-- Exercise material follows --
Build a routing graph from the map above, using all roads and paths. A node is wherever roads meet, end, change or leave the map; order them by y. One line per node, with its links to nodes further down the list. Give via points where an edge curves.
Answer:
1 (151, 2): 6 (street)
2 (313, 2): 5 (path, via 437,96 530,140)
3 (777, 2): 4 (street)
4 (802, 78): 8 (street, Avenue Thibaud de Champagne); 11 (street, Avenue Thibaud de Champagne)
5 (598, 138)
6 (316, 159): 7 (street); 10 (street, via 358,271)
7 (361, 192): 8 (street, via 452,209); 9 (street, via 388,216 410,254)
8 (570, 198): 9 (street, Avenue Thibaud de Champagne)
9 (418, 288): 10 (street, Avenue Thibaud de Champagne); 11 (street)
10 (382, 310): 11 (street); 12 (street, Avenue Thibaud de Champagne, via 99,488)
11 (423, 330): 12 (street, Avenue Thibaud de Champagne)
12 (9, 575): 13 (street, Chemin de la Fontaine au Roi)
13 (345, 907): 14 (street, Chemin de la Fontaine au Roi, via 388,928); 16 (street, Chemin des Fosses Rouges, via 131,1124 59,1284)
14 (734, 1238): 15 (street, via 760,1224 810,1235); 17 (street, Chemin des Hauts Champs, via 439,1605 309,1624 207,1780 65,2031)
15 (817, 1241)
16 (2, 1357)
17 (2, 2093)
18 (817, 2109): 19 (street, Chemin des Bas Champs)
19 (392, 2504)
-- Exercise material concluded --
-- Exercise material follows --
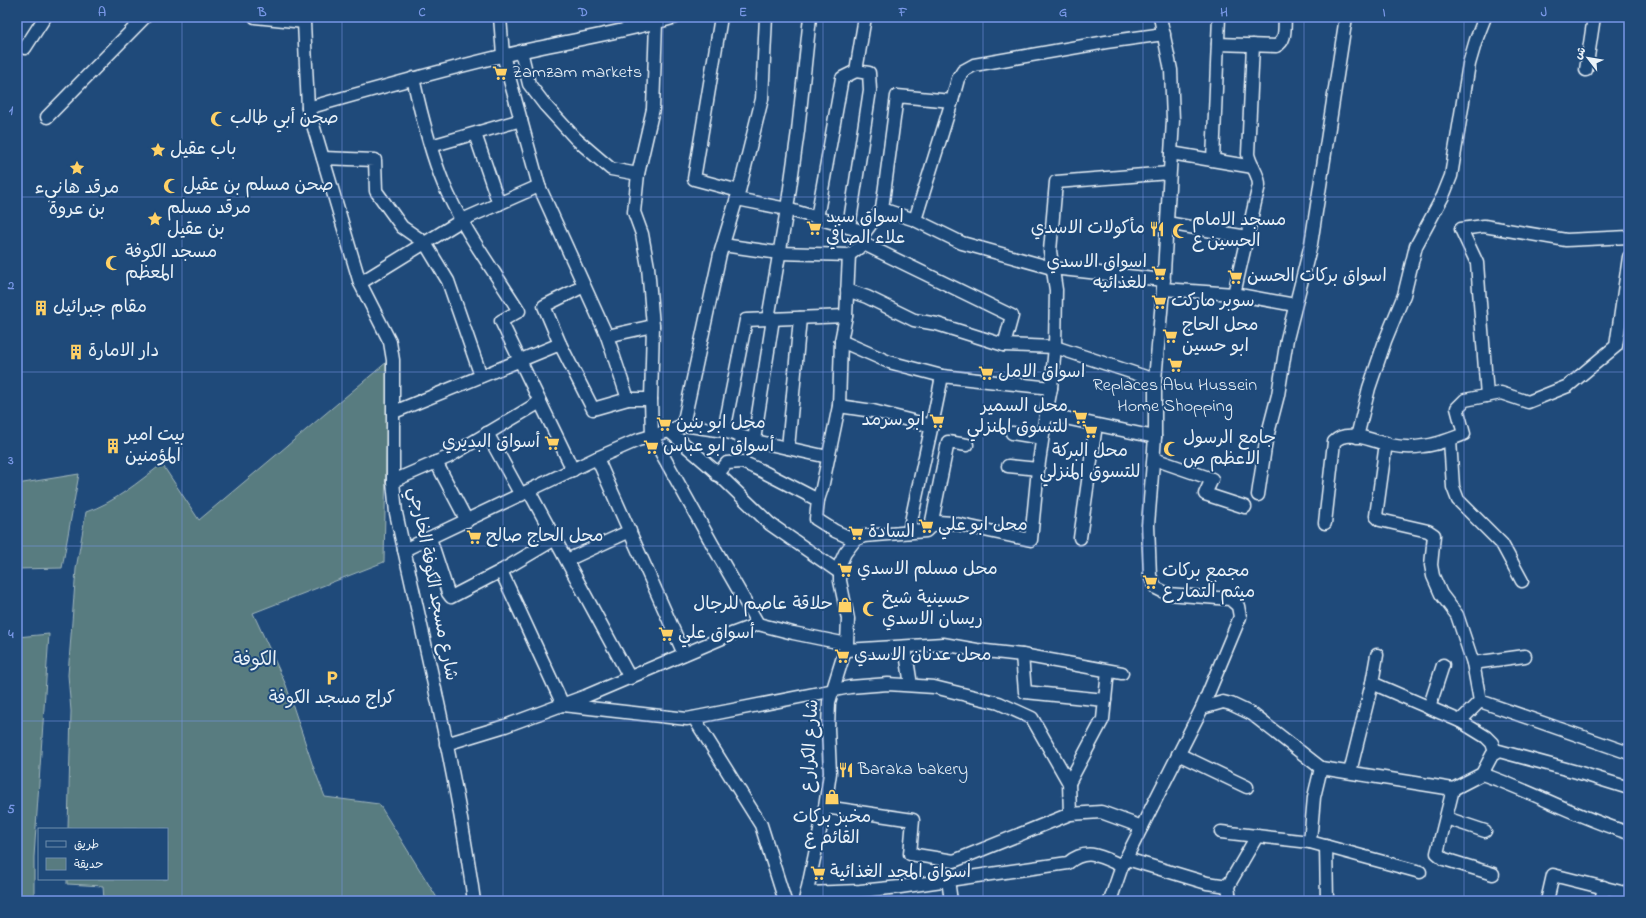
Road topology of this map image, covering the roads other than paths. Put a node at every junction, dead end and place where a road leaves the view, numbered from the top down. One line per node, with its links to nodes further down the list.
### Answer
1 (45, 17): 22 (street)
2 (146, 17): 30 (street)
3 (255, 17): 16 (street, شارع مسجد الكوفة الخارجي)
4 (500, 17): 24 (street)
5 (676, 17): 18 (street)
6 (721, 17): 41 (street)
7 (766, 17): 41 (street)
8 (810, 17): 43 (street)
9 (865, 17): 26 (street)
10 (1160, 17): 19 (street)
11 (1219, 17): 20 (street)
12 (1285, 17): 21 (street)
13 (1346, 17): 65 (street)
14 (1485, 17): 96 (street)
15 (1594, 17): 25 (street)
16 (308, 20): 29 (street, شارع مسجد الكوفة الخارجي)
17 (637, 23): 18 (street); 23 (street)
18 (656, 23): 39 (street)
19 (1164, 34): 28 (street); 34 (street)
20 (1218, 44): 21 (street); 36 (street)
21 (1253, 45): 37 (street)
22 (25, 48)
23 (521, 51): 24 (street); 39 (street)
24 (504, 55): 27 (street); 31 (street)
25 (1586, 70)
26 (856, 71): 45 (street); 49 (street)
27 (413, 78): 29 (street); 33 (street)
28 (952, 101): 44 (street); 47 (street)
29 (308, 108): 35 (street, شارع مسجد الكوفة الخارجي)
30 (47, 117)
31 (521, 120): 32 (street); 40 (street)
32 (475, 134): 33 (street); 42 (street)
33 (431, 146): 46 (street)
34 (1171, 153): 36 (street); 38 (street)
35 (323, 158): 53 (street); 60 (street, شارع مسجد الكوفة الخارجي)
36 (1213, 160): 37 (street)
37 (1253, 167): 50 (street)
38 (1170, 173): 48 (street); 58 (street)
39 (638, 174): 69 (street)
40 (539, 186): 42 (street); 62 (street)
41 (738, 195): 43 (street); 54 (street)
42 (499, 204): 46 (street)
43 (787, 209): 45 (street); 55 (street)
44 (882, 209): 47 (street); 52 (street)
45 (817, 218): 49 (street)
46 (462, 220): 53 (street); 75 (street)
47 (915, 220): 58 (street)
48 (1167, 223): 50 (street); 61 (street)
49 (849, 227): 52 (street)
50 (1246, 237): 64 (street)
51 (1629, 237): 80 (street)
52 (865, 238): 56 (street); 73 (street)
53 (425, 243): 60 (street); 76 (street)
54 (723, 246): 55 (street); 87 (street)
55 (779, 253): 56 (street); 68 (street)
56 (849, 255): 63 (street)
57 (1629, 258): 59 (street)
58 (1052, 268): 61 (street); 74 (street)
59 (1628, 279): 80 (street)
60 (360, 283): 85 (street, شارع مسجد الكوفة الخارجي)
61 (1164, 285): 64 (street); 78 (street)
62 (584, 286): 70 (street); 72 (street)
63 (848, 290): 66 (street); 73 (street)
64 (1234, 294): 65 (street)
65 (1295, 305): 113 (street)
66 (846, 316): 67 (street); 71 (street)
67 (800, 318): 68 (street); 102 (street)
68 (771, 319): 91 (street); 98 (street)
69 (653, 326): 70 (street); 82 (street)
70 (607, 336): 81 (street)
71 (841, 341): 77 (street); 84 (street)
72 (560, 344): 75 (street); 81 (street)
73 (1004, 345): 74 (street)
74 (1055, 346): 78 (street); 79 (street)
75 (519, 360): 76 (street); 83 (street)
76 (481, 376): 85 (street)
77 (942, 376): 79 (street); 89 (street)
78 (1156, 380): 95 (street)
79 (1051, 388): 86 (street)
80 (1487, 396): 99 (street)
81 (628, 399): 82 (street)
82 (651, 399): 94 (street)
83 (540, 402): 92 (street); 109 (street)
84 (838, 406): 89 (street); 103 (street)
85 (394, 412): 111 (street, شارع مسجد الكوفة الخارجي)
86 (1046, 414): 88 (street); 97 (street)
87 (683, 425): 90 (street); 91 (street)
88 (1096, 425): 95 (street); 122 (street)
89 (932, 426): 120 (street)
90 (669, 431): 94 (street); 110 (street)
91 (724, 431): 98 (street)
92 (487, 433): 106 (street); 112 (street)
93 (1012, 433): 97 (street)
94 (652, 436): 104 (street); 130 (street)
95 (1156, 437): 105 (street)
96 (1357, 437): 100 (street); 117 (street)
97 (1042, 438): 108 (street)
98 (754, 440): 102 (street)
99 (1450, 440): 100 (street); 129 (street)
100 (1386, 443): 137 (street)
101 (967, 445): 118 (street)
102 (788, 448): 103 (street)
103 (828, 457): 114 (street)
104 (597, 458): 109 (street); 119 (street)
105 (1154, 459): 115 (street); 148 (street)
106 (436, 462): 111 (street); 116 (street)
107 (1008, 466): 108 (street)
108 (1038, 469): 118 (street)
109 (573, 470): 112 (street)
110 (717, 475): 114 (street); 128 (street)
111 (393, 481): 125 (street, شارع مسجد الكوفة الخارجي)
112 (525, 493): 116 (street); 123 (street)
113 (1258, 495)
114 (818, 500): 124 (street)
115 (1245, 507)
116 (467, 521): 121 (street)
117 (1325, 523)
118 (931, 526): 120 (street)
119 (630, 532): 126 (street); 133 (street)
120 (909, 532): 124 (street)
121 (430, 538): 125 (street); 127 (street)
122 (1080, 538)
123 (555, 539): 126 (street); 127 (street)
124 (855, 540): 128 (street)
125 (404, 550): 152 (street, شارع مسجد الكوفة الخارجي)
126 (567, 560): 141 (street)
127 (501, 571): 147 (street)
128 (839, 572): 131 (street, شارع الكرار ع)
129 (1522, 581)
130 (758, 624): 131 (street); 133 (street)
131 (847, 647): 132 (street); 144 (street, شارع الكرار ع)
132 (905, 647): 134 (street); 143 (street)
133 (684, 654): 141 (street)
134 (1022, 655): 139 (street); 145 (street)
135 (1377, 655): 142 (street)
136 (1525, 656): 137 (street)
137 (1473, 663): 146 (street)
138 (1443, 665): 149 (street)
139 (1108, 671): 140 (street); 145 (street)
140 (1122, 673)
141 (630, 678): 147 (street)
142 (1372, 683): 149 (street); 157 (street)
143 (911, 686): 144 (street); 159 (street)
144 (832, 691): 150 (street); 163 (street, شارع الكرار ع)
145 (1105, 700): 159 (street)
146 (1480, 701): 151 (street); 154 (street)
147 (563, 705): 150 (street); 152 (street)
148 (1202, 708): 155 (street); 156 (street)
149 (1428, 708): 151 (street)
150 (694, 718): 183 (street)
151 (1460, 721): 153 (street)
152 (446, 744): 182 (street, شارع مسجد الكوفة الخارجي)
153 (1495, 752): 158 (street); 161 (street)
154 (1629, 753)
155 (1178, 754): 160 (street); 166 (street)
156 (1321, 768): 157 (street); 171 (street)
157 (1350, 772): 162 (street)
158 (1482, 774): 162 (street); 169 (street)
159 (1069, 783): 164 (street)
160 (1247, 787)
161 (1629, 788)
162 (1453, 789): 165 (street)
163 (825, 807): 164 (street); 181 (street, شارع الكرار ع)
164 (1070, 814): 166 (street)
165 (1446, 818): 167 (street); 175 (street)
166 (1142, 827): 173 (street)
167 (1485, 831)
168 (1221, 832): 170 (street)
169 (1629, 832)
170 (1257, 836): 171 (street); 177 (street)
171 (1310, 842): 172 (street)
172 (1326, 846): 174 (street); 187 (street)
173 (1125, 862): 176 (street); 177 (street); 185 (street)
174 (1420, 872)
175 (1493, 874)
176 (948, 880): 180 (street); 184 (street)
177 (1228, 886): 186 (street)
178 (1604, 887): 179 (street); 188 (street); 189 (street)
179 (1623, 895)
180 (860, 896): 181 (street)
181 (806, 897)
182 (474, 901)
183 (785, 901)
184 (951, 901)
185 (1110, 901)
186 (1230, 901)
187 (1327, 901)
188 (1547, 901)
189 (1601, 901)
-- Exercise material concluded --
Task objective → Search the material above for the string "down". Show every line that holds it.

Task response →
Build a routing graph from the map above, using all roads and paths. A node is wherever roads meet, end, change or leave the map; order them by y. One line per node, with its links to nodes further down the list. Give via points where an edge curves.
Road topology of this map image, covering the roads other than paths. Put a node at every junction, dead end and place where a road leaves the view, numbered from the top down. One line per node, with its links to nodes further down the list.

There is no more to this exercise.